> Problem description
I'd like the listing below copied exactly, with the images left out.

■ ■ ■

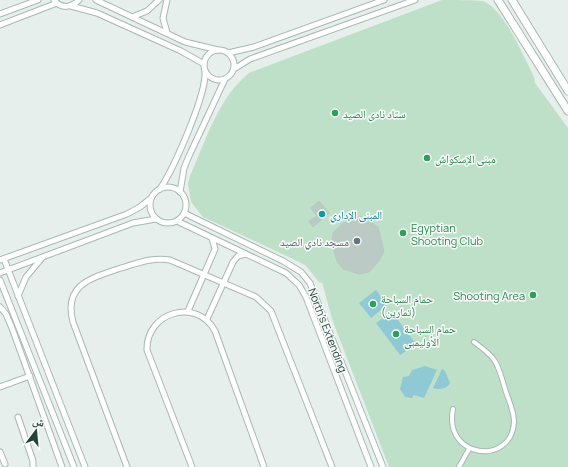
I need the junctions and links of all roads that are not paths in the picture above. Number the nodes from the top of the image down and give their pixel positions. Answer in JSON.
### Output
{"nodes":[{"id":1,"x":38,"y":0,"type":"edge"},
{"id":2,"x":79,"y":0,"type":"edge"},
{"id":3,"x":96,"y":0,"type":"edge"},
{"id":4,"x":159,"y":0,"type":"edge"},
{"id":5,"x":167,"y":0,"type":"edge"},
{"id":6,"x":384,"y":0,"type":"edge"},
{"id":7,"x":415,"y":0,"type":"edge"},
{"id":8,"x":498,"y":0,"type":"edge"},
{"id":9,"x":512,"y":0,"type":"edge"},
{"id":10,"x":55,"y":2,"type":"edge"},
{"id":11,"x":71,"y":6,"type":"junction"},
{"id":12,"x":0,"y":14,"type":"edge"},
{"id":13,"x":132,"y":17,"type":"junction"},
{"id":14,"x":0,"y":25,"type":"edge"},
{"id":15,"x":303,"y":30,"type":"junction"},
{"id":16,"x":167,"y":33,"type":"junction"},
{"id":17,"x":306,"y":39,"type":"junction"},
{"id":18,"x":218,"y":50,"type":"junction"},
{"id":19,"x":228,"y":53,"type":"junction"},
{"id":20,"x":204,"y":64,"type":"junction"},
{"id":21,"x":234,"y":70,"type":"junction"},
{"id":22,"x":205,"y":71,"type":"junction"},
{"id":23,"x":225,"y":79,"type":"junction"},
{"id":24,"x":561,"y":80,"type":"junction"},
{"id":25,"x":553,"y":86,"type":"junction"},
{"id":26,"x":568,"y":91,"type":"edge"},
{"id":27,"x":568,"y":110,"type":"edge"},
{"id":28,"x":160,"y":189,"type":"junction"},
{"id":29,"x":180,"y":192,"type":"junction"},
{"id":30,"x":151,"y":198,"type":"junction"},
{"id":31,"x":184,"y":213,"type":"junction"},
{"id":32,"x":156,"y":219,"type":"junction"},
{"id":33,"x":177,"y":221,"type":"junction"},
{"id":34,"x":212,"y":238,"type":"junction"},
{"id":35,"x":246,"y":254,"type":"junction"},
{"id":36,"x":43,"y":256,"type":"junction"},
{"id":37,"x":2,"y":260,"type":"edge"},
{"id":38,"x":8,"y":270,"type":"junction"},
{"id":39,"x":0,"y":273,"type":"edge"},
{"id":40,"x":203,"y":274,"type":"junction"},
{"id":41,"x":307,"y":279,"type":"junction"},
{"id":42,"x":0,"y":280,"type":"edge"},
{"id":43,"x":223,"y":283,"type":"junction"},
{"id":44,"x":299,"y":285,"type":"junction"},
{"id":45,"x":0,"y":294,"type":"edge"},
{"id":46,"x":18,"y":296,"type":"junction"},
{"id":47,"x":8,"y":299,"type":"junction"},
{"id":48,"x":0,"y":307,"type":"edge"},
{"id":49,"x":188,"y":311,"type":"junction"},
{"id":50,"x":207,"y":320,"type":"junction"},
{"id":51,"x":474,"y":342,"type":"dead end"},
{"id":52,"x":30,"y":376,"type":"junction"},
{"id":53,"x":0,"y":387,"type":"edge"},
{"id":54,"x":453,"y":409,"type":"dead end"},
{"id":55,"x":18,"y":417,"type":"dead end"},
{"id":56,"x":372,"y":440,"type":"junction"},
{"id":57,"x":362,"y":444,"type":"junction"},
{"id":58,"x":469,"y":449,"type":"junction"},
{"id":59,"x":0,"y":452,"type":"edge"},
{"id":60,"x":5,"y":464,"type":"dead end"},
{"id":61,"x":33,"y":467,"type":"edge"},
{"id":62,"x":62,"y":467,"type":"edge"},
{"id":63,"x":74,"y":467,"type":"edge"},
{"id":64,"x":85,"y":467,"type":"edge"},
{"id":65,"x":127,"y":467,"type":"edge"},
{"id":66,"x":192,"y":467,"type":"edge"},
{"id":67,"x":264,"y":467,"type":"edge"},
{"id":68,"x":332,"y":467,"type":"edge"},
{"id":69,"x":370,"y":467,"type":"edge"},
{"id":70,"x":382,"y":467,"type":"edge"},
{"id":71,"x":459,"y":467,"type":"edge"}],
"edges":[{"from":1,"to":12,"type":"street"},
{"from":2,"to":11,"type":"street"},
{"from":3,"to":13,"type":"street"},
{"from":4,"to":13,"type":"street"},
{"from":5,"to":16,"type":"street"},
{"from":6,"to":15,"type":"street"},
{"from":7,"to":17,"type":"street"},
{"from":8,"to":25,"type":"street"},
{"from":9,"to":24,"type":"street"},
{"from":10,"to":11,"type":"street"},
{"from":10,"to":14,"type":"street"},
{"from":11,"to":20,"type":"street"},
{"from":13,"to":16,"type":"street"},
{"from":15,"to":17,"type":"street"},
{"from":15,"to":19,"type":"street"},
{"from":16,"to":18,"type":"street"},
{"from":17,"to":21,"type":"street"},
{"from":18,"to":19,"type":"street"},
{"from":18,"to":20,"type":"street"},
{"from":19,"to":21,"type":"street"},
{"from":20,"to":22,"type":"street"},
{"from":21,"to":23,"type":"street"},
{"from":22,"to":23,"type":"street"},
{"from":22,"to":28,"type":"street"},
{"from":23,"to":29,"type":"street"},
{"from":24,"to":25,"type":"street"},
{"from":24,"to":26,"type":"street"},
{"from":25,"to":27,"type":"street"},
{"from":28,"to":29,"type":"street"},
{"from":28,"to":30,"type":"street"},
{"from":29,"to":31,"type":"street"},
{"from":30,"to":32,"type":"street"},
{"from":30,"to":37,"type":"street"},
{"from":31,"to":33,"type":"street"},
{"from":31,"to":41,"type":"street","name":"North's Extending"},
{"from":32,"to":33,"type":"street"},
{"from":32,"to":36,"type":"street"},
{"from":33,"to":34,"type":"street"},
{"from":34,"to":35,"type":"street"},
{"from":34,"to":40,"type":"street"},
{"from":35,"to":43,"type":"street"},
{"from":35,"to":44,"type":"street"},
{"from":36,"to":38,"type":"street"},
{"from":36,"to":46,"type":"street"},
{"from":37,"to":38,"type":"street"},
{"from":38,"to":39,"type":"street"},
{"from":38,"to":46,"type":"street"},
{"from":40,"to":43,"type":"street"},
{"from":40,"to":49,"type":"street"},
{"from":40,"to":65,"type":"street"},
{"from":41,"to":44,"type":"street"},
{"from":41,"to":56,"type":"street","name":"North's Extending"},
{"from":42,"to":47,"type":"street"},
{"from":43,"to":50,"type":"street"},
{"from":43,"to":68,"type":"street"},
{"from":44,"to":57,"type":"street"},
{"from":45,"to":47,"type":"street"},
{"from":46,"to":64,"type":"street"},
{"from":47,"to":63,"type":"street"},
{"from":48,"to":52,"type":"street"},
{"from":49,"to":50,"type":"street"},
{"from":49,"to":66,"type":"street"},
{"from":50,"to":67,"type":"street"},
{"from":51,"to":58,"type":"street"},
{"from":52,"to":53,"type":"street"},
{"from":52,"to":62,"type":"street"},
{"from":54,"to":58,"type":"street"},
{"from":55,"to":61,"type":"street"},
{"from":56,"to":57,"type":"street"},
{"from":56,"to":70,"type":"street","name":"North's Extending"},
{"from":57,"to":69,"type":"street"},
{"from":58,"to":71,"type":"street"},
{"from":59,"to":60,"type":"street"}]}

■ ■ ■

> Expected answer
I need the junctions and links of all roads that are not paths in the picture above. Number the nodes from the top of the image down and give their pixel positions. Answer in JSON.
### Output
{"nodes":[{"id":1,"x":38,"y":0,"type":"edge"},
{"id":2,"x":79,"y":0,"type":"edge"},
{"id":3,"x":96,"y":0,"type":"edge"},
{"id":4,"x":159,"y":0,"type":"edge"},
{"id":5,"x":167,"y":0,"type":"edge"},
{"id":6,"x":384,"y":0,"type":"edge"},
{"id":7,"x":415,"y":0,"type":"edge"},
{"id":8,"x":498,"y":0,"type":"edge"},
{"id":9,"x":512,"y":0,"type":"edge"},
{"id":10,"x":55,"y":2,"type":"edge"},
{"id":11,"x":71,"y":6,"type":"junction"},
{"id":12,"x":0,"y":14,"type":"edge"},
{"id":13,"x":132,"y":17,"type":"junction"},
{"id":14,"x":0,"y":25,"type":"edge"},
{"id":15,"x":303,"y":30,"type":"junction"},
{"id":16,"x":167,"y":33,"type":"junction"},
{"id":17,"x":306,"y":39,"type":"junction"},
{"id":18,"x":218,"y":50,"type":"junction"},
{"id":19,"x":228,"y":53,"type":"junction"},
{"id":20,"x":204,"y":64,"type":"junction"},
{"id":21,"x":234,"y":70,"type":"junction"},
{"id":22,"x":205,"y":71,"type":"junction"},
{"id":23,"x":225,"y":79,"type":"junction"},
{"id":24,"x":561,"y":80,"type":"junction"},
{"id":25,"x":553,"y":86,"type":"junction"},
{"id":26,"x":568,"y":91,"type":"edge"},
{"id":27,"x":568,"y":110,"type":"edge"},
{"id":28,"x":160,"y":189,"type":"junction"},
{"id":29,"x":180,"y":192,"type":"junction"},
{"id":30,"x":151,"y":198,"type":"junction"},
{"id":31,"x":184,"y":213,"type":"junction"},
{"id":32,"x":156,"y":219,"type":"junction"},
{"id":33,"x":177,"y":221,"type":"junction"},
{"id":34,"x":212,"y":238,"type":"junction"},
{"id":35,"x":246,"y":254,"type":"junction"},
{"id":36,"x":43,"y":256,"type":"junction"},
{"id":37,"x":2,"y":260,"type":"edge"},
{"id":38,"x":8,"y":270,"type":"junction"},
{"id":39,"x":0,"y":273,"type":"edge"},
{"id":40,"x":203,"y":274,"type":"junction"},
{"id":41,"x":307,"y":279,"type":"junction"},
{"id":42,"x":0,"y":280,"type":"edge"},
{"id":43,"x":223,"y":283,"type":"junction"},
{"id":44,"x":299,"y":285,"type":"junction"},
{"id":45,"x":0,"y":294,"type":"edge"},
{"id":46,"x":18,"y":296,"type":"junction"},
{"id":47,"x":8,"y":299,"type":"junction"},
{"id":48,"x":0,"y":307,"type":"edge"},
{"id":49,"x":188,"y":311,"type":"junction"},
{"id":50,"x":207,"y":320,"type":"junction"},
{"id":51,"x":474,"y":342,"type":"dead end"},
{"id":52,"x":30,"y":376,"type":"junction"},
{"id":53,"x":0,"y":387,"type":"edge"},
{"id":54,"x":453,"y":409,"type":"dead end"},
{"id":55,"x":18,"y":417,"type":"dead end"},
{"id":56,"x":372,"y":440,"type":"junction"},
{"id":57,"x":362,"y":444,"type":"junction"},
{"id":58,"x":469,"y":449,"type":"junction"},
{"id":59,"x":0,"y":452,"type":"edge"},
{"id":60,"x":5,"y":464,"type":"dead end"},
{"id":61,"x":33,"y":467,"type":"edge"},
{"id":62,"x":62,"y":467,"type":"edge"},
{"id":63,"x":74,"y":467,"type":"edge"},
{"id":64,"x":85,"y":467,"type":"edge"},
{"id":65,"x":127,"y":467,"type":"edge"},
{"id":66,"x":192,"y":467,"type":"edge"},
{"id":67,"x":264,"y":467,"type":"edge"},
{"id":68,"x":332,"y":467,"type":"edge"},
{"id":69,"x":370,"y":467,"type":"edge"},
{"id":70,"x":382,"y":467,"type":"edge"},
{"id":71,"x":459,"y":467,"type":"edge"}],
"edges":[{"from":1,"to":12,"type":"street"},
{"from":2,"to":11,"type":"street"},
{"from":3,"to":13,"type":"street"},
{"from":4,"to":13,"type":"street"},
{"from":5,"to":16,"type":"street"},
{"from":6,"to":15,"type":"street"},
{"from":7,"to":17,"type":"street"},
{"from":8,"to":25,"type":"street"},
{"from":9,"to":24,"type":"street"},
{"from":10,"to":11,"type":"street"},
{"from":10,"to":14,"type":"street"},
{"from":11,"to":20,"type":"street"},
{"from":13,"to":16,"type":"street"},
{"from":15,"to":17,"type":"street"},
{"from":15,"to":19,"type":"street"},
{"from":16,"to":18,"type":"street"},
{"from":17,"to":21,"type":"street"},
{"from":18,"to":19,"type":"street"},
{"from":18,"to":20,"type":"street"},
{"from":19,"to":21,"type":"street"},
{"from":20,"to":22,"type":"street"},
{"from":21,"to":23,"type":"street"},
{"from":22,"to":23,"type":"street"},
{"from":22,"to":28,"type":"street"},
{"from":23,"to":29,"type":"street"},
{"from":24,"to":25,"type":"street"},
{"from":24,"to":26,"type":"street"},
{"from":25,"to":27,"type":"street"},
{"from":28,"to":29,"type":"street"},
{"from":28,"to":30,"type":"street"},
{"from":29,"to":31,"type":"street"},
{"from":30,"to":32,"type":"street"},
{"from":30,"to":37,"type":"street"},
{"from":31,"to":33,"type":"street"},
{"from":31,"to":41,"type":"street","name":"North's Extending"},
{"from":32,"to":33,"type":"street"},
{"from":32,"to":36,"type":"street"},
{"from":33,"to":34,"type":"street"},
{"from":34,"to":35,"type":"street"},
{"from":34,"to":40,"type":"street"},
{"from":35,"to":43,"type":"street"},
{"from":35,"to":44,"type":"street"},
{"from":36,"to":38,"type":"street"},
{"from":36,"to":46,"type":"street"},
{"from":37,"to":38,"type":"street"},
{"from":38,"to":39,"type":"street"},
{"from":38,"to":46,"type":"street"},
{"from":40,"to":43,"type":"street"},
{"from":40,"to":49,"type":"street"},
{"from":40,"to":65,"type":"street"},
{"from":41,"to":44,"type":"street"},
{"from":41,"to":56,"type":"street","name":"North's Extending"},
{"from":42,"to":47,"type":"street"},
{"from":43,"to":50,"type":"street"},
{"from":43,"to":68,"type":"street"},
{"from":44,"to":57,"type":"street"},
{"from":45,"to":47,"type":"street"},
{"from":46,"to":64,"type":"street"},
{"from":47,"to":63,"type":"street"},
{"from":48,"to":52,"type":"street"},
{"from":49,"to":50,"type":"street"},
{"from":49,"to":66,"type":"street"},
{"from":50,"to":67,"type":"street"},
{"from":51,"to":58,"type":"street"},
{"from":52,"to":53,"type":"street"},
{"from":52,"to":62,"type":"street"},
{"from":54,"to":58,"type":"street"},
{"from":55,"to":61,"type":"street"},
{"from":56,"to":57,"type":"street"},
{"from":56,"to":70,"type":"street","name":"North's Extending"},
{"from":57,"to":69,"type":"street"},
{"from":58,"to":71,"type":"street"},
{"from":59,"to":60,"type":"street"}]}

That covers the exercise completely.